Hmm. Most contemporary notebooks have VGA ports–and at least with Windows Vista, the ability to define the internal screen and an external display as a two-screen system (as opposed to showing the same image on both) is supported at the OS level.
I also said I wanted at least 2GB RAM (the minimum for high-quality Vista Premium operations) and that I’d really prefer 3–and that I wanted at least 400GB disk space.
My wife really didn’t know about that last requirement–and when I thought about it, I had no idea why I wanted so much disk space. After all, in 5 years and 7 months, I’ve barely managed to fill half of my old computer’s 80GB drive, and the bulk of “my” files are 320K MP3s of my entire CD collection. And, you know, if I did start to do something requiring lots of storage space–well, external drives are really cheap and getting cheaper. Chances are, if I needed another (say)

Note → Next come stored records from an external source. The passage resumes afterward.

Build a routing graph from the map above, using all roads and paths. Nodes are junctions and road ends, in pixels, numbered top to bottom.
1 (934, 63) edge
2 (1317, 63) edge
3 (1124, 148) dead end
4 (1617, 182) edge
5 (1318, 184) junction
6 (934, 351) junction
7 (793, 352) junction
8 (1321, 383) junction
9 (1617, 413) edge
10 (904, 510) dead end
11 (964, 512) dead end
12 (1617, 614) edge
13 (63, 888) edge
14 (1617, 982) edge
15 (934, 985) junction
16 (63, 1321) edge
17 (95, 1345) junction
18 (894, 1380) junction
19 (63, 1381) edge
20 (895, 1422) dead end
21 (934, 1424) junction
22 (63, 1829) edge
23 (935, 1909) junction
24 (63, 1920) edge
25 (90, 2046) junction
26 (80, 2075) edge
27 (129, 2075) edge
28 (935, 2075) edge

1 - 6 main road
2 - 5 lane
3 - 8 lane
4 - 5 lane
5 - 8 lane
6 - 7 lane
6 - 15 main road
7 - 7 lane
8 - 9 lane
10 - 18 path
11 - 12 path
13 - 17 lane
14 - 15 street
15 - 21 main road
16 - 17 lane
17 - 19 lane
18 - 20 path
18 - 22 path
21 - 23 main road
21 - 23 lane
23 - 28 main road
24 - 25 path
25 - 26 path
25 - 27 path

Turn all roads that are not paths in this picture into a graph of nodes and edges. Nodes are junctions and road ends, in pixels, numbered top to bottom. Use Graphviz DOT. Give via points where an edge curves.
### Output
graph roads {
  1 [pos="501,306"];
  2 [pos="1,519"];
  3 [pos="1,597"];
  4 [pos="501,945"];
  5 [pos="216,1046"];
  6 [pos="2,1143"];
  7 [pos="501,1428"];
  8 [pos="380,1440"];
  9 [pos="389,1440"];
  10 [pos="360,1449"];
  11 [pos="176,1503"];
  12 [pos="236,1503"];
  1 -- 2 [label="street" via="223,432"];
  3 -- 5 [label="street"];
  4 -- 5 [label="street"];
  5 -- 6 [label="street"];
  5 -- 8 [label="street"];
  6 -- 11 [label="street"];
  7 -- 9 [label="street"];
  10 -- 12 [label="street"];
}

quarter-gig quarter-terabyte a year from now, it would cost less than $100 even as an external drive (that may be true now, for all I know).
So I broadened my search–and raised the price point to “around $800.”
That did the trick. While this is typed on my old computer, I’d guess I’ll finish shutting down that computer within the next week. Office Depot introduced a new “store-exclusive” notebook last week and, for some reason, chose to offer a $150 rebate up front, bringing the already-reasonable $850 down to $700–for a notebook with 15.4″ screen, Core 2 dual-core CPU (1.67GHz, but that’s fast enough, I think), the usual Intel integrated graphics–fine for the kind of work I usually do, 3GB 667MHz RAM, and 250GB disk.
And enough USB ports (3), a built-in webcam (dunno if I’ll ever use that, but it works just fine), 802.11 a/b/g/draft n (but I’ll be using it as a pseudodesktop, so the ethernet port is more important, since it’s one foot from our router/wifi/DSL modem)… Oh, and a startling garnet case. It weighs about 6 lbs., but this isn’t what I’d use on the road anyway.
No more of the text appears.